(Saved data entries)

--- START ---

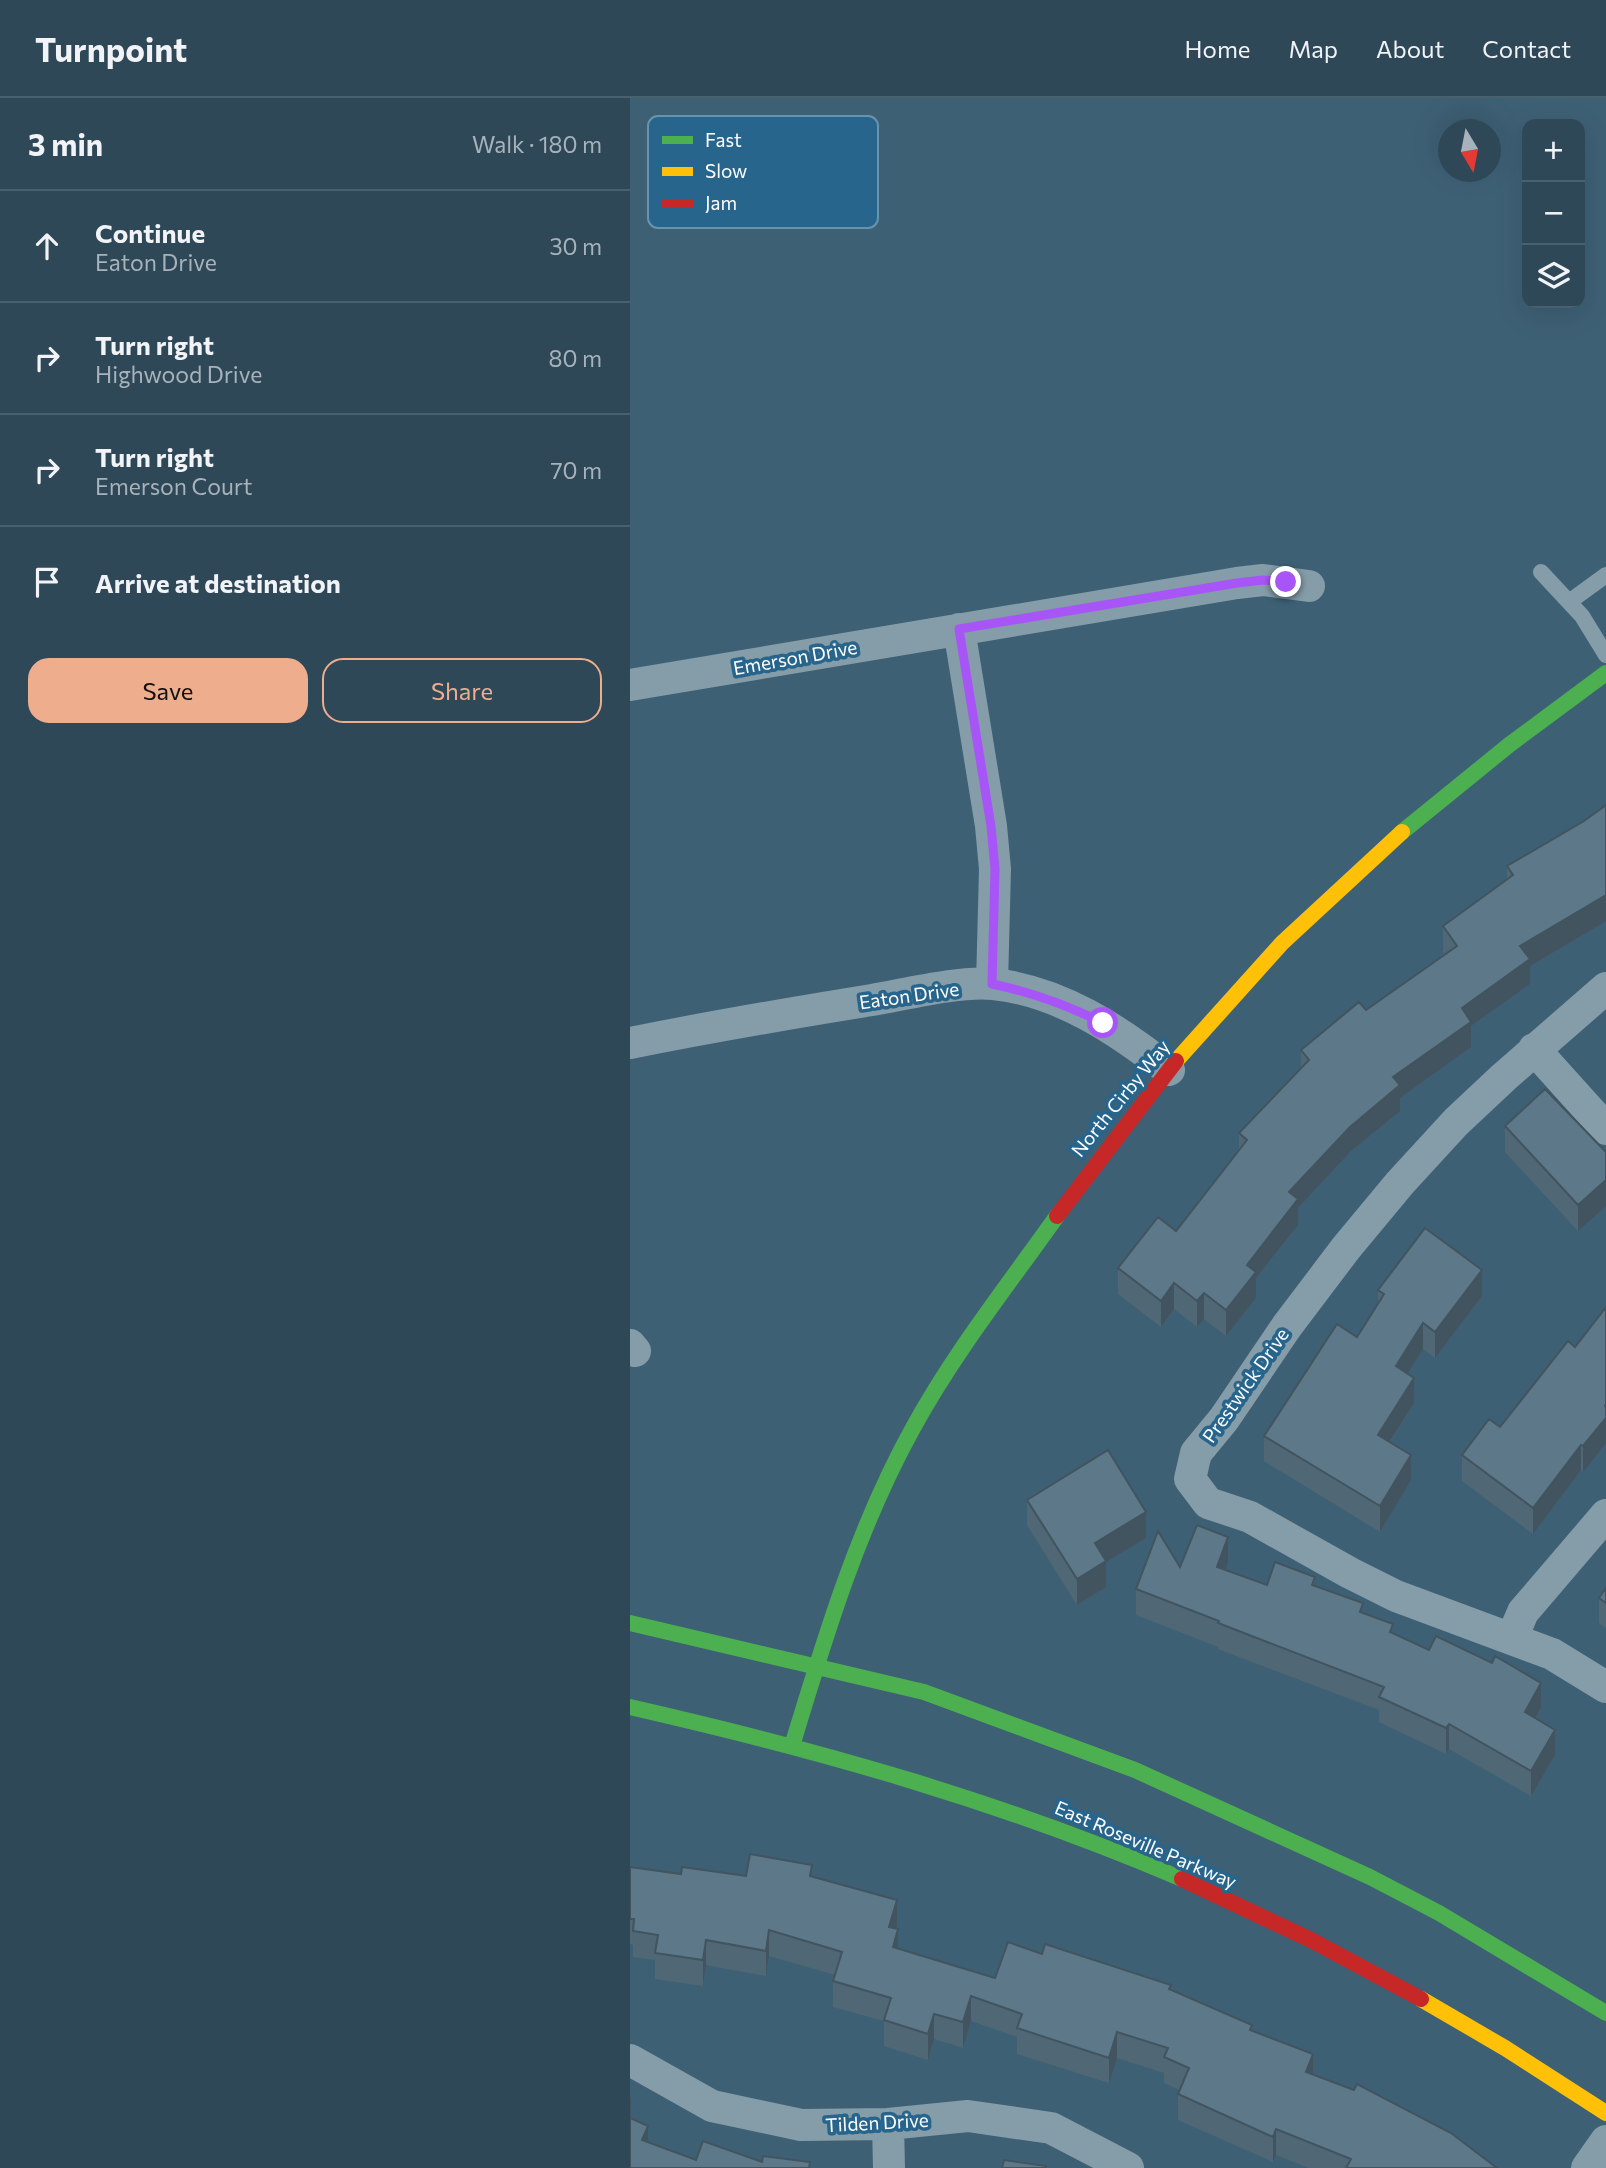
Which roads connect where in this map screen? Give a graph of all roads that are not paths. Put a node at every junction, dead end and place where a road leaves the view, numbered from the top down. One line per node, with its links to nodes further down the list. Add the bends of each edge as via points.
1 (1541, 572): 4 (lane)
2 (1606, 575): 4 (lane)
3 (1309, 586): 5 (street, Emerson Drive, via 1263,580 1237,583)
4 (1569, 601): 6 (lane)
5 (959, 629): 8 (street, Emerson Drive); 9 (street, via 995,869)
6 (1606, 654)
7 (1606, 673): 13 (main road, North Cirby Way, via 1522,733 1354,873 1239,988)
8 (630, 685)
9 (992, 984): 11 (street, Eaton Drive, via 932,989); 13 (street, Eaton Drive, via 1080,1012 1122,1034)
10 (1606, 988): 12 (street, Prestwick Drive)
11 (630, 1043)
12 (1534, 1049): 14 (street); 17 (street, Prestwick Drive, via 1456,1122 1346,1248 1196,1453 1190,1479 1208,1503 1250,1517 1384,1590)
13 (1169, 1070): 18 (main road, North Cirby Way, via 1095,1162 947,1370 882,1491)
14 (1606, 1129)
15 (1606, 1516): 17 (street, via 1523,1612)
16 (630, 1623): 18 (main road)
17 (1512, 1638): 19 (street, Prestwick Drive, via 1552,1654)
18 (816, 1665): 21 (main road, North Cirby Way); 22 (main road, via 924,1692 1207,1801 1428,1907)
19 (1606, 1687)
20 (630, 1707): 21 (main road, East Roseville Parkway)
21 (792, 1746): 24 (main road, East Roseville Parkway, via 906,1777 1032,1819 1250,1911 1471,2028)
22 (1606, 2013)
23 (630, 2060): 25 (street, Tilden Drive, via 712,2106 802,2125)
24 (1606, 2113)
25 (888, 2124): 27 (street); 28 (street, Tilden Drive, via 968,2116 1051,2128)
26 (1606, 2141): 29 (street)
27 (889, 2168)
28 (1128, 2168)
29 (1587, 2168)

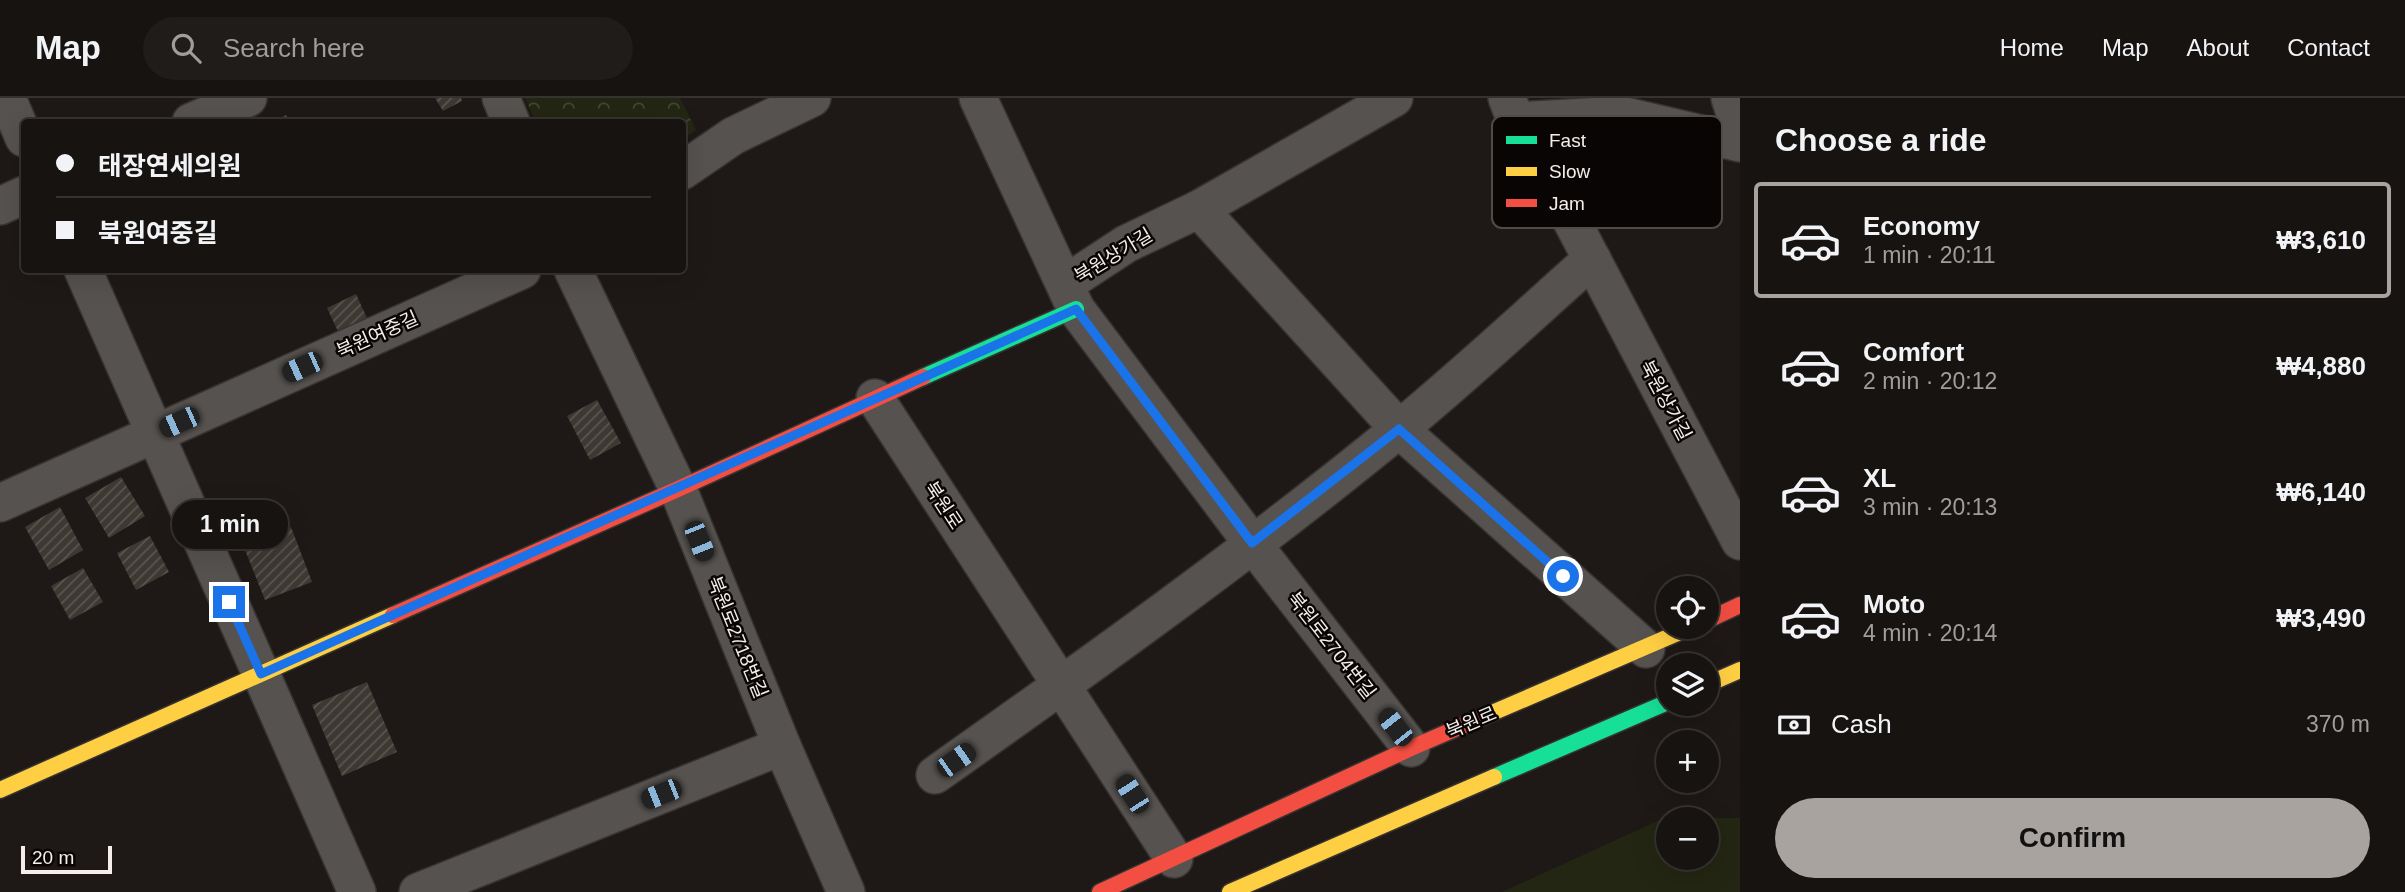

--- END ---

● Work instructions: Every line above should be duplicated exactly; the pictures are to be left out.

● Written response:
Which roads connect where in this map screen? Give a graph of all roads that are not paths. Put a node at every junction, dead end and place where a road leaves the view, numbered from the top down. One line per node, with its links to nodes further down the list. Add the bends of each edge as via points.
1 (1541, 572): 4 (lane)
2 (1606, 575): 4 (lane)
3 (1309, 586): 5 (street, Emerson Drive, via 1263,580 1237,583)
4 (1569, 601): 6 (lane)
5 (959, 629): 8 (street, Emerson Drive); 9 (street, via 995,869)
6 (1606, 654)
7 (1606, 673): 13 (main road, North Cirby Way, via 1522,733 1354,873 1239,988)
8 (630, 685)
9 (992, 984): 11 (street, Eaton Drive, via 932,989); 13 (street, Eaton Drive, via 1080,1012 1122,1034)
10 (1606, 988): 12 (street, Prestwick Drive)
11 (630, 1043)
12 (1534, 1049): 14 (street); 17 (street, Prestwick Drive, via 1456,1122 1346,1248 1196,1453 1190,1479 1208,1503 1250,1517 1384,1590)
13 (1169, 1070): 18 (main road, North Cirby Way, via 1095,1162 947,1370 882,1491)
14 (1606, 1129)
15 (1606, 1516): 17 (street, via 1523,1612)
16 (630, 1623): 18 (main road)
17 (1512, 1638): 19 (street, Prestwick Drive, via 1552,1654)
18 (816, 1665): 21 (main road, North Cirby Way); 22 (main road, via 924,1692 1207,1801 1428,1907)
19 (1606, 1687)
20 (630, 1707): 21 (main road, East Roseville Parkway)
21 (792, 1746): 24 (main road, East Roseville Parkway, via 906,1777 1032,1819 1250,1911 1471,2028)
22 (1606, 2013)
23 (630, 2060): 25 (street, Tilden Drive, via 712,2106 802,2125)
24 (1606, 2113)
25 (888, 2124): 27 (street); 28 (street, Tilden Drive, via 968,2116 1051,2128)
26 (1606, 2141): 29 (street)
27 (889, 2168)
28 (1128, 2168)
29 (1587, 2168)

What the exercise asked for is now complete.